- WHAT IS NEEDED
Copy out the data word for word, without any of its pictures.

- AVAILABLE DATA
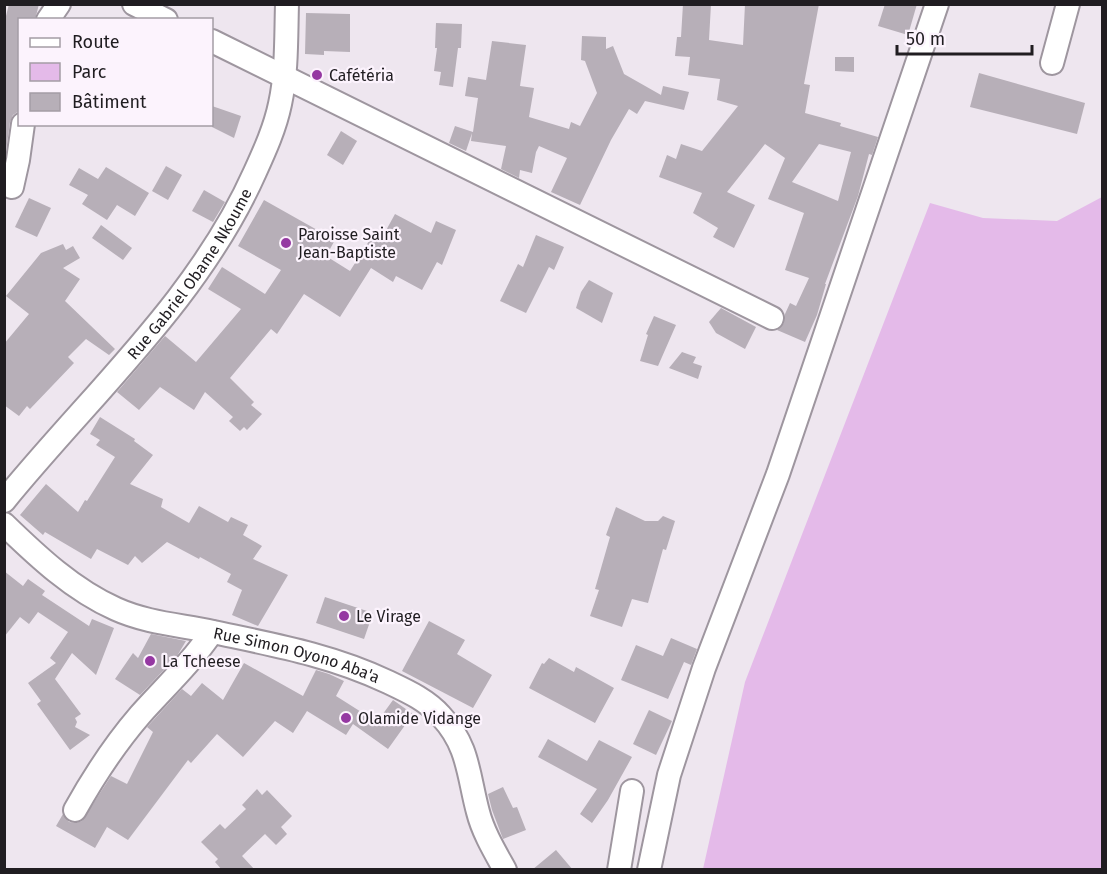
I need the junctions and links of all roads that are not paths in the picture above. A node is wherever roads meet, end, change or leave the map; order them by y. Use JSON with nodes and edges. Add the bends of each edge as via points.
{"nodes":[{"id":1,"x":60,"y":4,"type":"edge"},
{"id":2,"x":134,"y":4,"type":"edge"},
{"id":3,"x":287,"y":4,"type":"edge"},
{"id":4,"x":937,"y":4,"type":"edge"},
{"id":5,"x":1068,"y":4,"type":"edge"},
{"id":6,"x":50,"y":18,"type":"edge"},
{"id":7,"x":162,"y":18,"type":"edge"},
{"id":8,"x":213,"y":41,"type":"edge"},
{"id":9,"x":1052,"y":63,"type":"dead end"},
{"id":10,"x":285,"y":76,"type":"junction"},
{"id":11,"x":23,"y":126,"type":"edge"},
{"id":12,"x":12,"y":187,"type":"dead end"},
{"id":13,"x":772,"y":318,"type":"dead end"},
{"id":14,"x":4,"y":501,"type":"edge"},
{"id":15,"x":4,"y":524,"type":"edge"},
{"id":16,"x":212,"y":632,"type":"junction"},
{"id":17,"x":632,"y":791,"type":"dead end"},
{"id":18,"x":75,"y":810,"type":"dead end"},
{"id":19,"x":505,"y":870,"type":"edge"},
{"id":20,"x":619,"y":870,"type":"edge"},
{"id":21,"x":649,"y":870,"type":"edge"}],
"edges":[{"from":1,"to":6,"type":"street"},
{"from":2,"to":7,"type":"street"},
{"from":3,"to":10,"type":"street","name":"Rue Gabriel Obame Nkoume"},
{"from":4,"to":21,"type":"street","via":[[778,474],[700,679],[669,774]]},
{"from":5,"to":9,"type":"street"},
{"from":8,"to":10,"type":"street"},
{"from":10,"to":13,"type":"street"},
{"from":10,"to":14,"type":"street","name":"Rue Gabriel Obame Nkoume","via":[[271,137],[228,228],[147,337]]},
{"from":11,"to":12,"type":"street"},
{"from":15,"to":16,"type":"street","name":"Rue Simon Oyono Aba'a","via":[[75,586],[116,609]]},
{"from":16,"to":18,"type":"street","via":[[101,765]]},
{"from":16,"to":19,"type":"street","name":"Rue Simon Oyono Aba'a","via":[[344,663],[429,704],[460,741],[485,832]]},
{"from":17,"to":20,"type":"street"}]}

- EXERCISE ANSWER
I need the junctions and links of all roads that are not paths in the picture above. A node is wherever roads meet, end, change or leave the map; order them by y. Use JSON with nodes and edges. Add the bends of each edge as via points.
{"nodes":[{"id":1,"x":60,"y":4,"type":"edge"},
{"id":2,"x":134,"y":4,"type":"edge"},
{"id":3,"x":287,"y":4,"type":"edge"},
{"id":4,"x":937,"y":4,"type":"edge"},
{"id":5,"x":1068,"y":4,"type":"edge"},
{"id":6,"x":50,"y":18,"type":"edge"},
{"id":7,"x":162,"y":18,"type":"edge"},
{"id":8,"x":213,"y":41,"type":"edge"},
{"id":9,"x":1052,"y":63,"type":"dead end"},
{"id":10,"x":285,"y":76,"type":"junction"},
{"id":11,"x":23,"y":126,"type":"edge"},
{"id":12,"x":12,"y":187,"type":"dead end"},
{"id":13,"x":772,"y":318,"type":"dead end"},
{"id":14,"x":4,"y":501,"type":"edge"},
{"id":15,"x":4,"y":524,"type":"edge"},
{"id":16,"x":212,"y":632,"type":"junction"},
{"id":17,"x":632,"y":791,"type":"dead end"},
{"id":18,"x":75,"y":810,"type":"dead end"},
{"id":19,"x":505,"y":870,"type":"edge"},
{"id":20,"x":619,"y":870,"type":"edge"},
{"id":21,"x":649,"y":870,"type":"edge"}],
"edges":[{"from":1,"to":6,"type":"street"},
{"from":2,"to":7,"type":"street"},
{"from":3,"to":10,"type":"street","name":"Rue Gabriel Obame Nkoume"},
{"from":4,"to":21,"type":"street","via":[[778,474],[700,679],[669,774]]},
{"from":5,"to":9,"type":"street"},
{"from":8,"to":10,"type":"street"},
{"from":10,"to":13,"type":"street"},
{"from":10,"to":14,"type":"street","name":"Rue Gabriel Obame Nkoume","via":[[271,137],[228,228],[147,337]]},
{"from":11,"to":12,"type":"street"},
{"from":15,"to":16,"type":"street","name":"Rue Simon Oyono Aba'a","via":[[75,586],[116,609]]},
{"from":16,"to":18,"type":"street","via":[[101,765]]},
{"from":16,"to":19,"type":"street","name":"Rue Simon Oyono Aba'a","via":[[344,663],[429,704],[460,741],[485,832]]},
{"from":17,"to":20,"type":"street"}]}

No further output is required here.